The agreement to buy Omnicare, valued by CVS at $12.7 billion including debt, may be Merlo’s most significant move yet for profits. CVS said it will add adjusted earnings of 20 cents a share next year.
The all-cash deal is the drug-retailing leader’s biggest since 2007 when it paid $21.7 billion for pharmacy benefit manager Caremark Rx Inc., an acquisition made under Merlo’s predecessor that began the company’s diversification.
CVS is “moving away from being solely a pharmacy and PBM to becoming more of a vertical integrator of health care,” said Jonathan Palmer, an analyst with Bloomberg Intelligence. It’s a strategy tuned to an aging population with greater care needs, and broader consolidation in the industry, Palmer said.
Merlo, 59, comes from a health-care background. He was trained as a pharmacist at the University of Pittsburgh and started at Woonsocket, Rhode Island-based CVS in 1990 when it acquired Peoples Drug. Before taking over as CEO he led the company’s pharmacy retail division.
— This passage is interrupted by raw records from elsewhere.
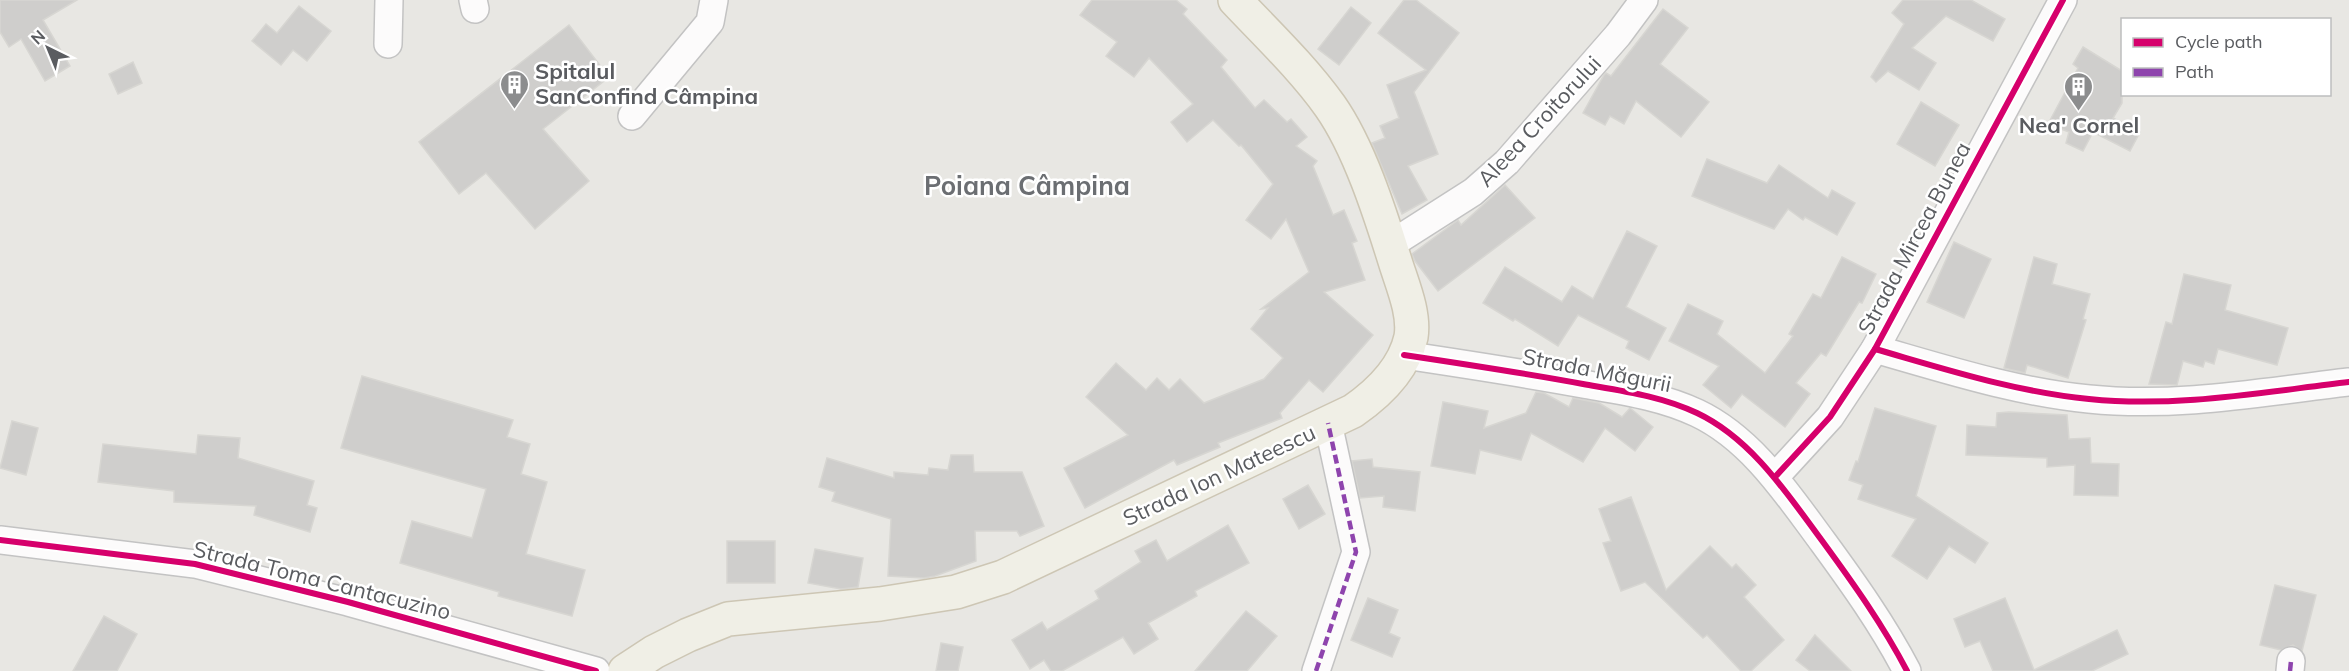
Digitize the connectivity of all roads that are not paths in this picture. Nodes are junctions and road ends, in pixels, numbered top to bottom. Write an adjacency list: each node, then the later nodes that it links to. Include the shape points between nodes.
1 (389, 0): 6 (street)
2 (714, 0): 7 (street, via 710,22)
3 (1235, 0): 8 (main road, Strada Ion Mateescu, via 1330,107 1359,162)
4 (1644, 0): 8 (street, Aleea Croitorului, via 1507,162 1473,192)
5 (2063, 0): 9 (street, Strada Mircea Bunea)
6 (388, 44)
7 (632, 116)
8 (1390, 245): 10 (main road, Strada Ion Mateescu, via 1410,314 1411,336)
9 (1875, 349): 11 (street, via 2003,384 2088,399 2198,400); 13 (street, Strada Mircea Bunea, via 1830,417)
10 (1404, 356): 12 (main road, Strada Ion Mateescu, via 1373,397); 13 (street, Strada Măgurii, via 1663,398 1700,414 1729,433)
11 (2349, 382)
12 (1328, 423): 15 (main road, Strada Ion Mateescu, via 1003,577 956,592 880,604 728,619 688,635); 17 (street, via 1356,552)
13 (1775, 477): 18 (street, Strada Măgurii, via 1872,613)
14 (0, 540): 16 (street, Strada Toma Cantacuzino, via 195,564)
15 (636, 668)
16 (596, 671)
17 (1317, 671)
18 (1907, 671)

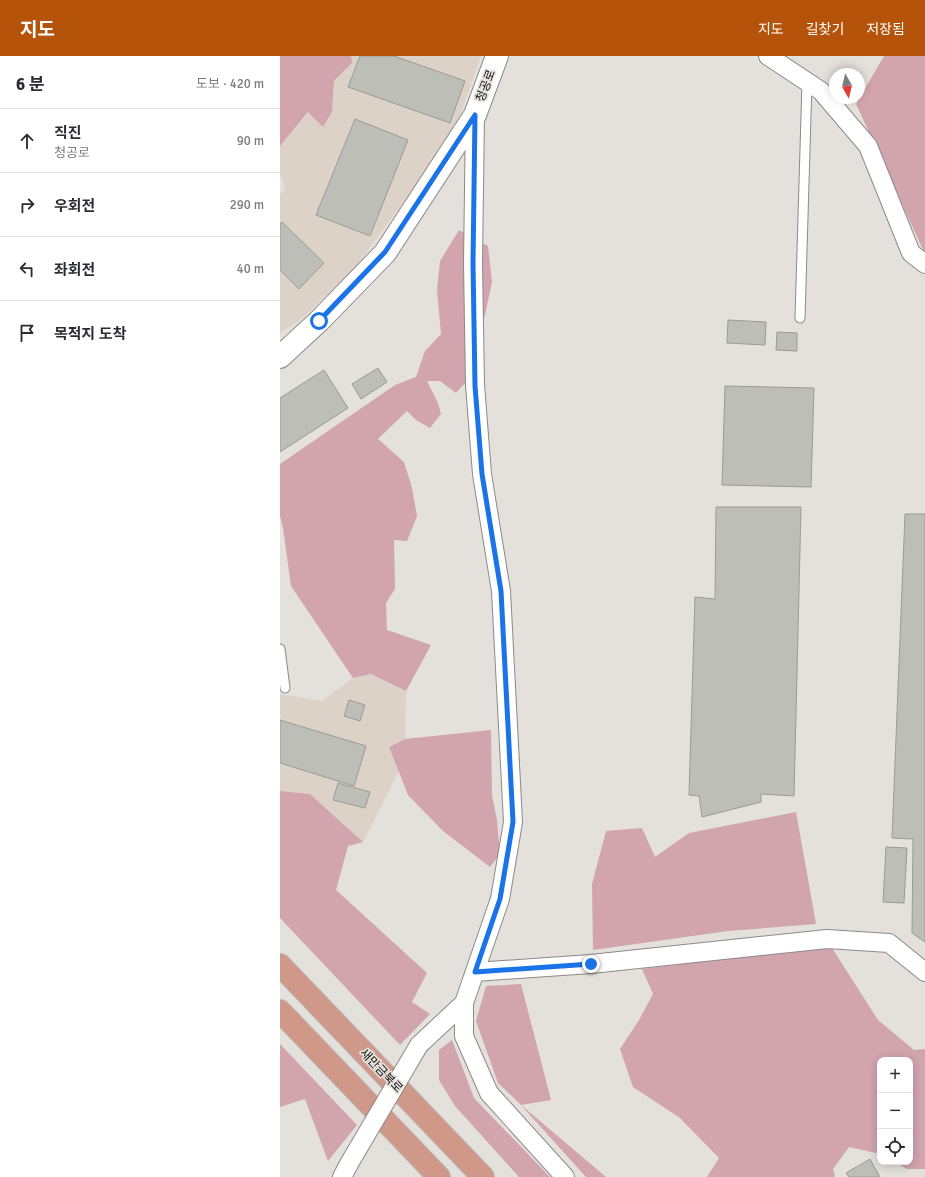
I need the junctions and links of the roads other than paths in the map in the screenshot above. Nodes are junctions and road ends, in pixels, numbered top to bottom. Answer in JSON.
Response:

He’s been lauded for banishing cigarettes, getting invited by First Lady Michelle Obama to her husband’s State of the Union address this year and being named one of Fortune Magazine’s business people of the year. CVS declined to make him available for an interview.
“We see ourselves at the forefront of the changing health-care landscape,” Merlo said Wednesday at the UBS Global Health Care Conference.
Omnicare delivers drugs and helps senior-living facilities manage residents’ medications. Under the deal, CVS will pay $98 per share in cash. CVS’s $12.7 billion valuation for Omnicare includes $2.3 billion in debt.
Merlo said in a conference call with analysts that he hopes Omnicare will be a “great platform” as it looks to move deeper into the long-term care and assisted-living sectors.
CVS’s pharmacy services unit, whose revenues expanded by 18.2 percent in the first quarter, is driving the company’s growth. Retailing grew by only 2.9 percent in the period. Demand for pharmacy services has been on the rise as patients, insurers and employers look to manage their costs amid soaring drug prices. With more control over different aspects of the drug-supply chain, companies can get more leverage on price.
CVS is the biggest U.S. retailer of prescription drugs and the second-largest pharmacy benefits manager, handling plans for health insurers and employers. It operates 7,700 retail pharmacies, 900 walk-in clinics and managed pharmacy benefits for 65 million people.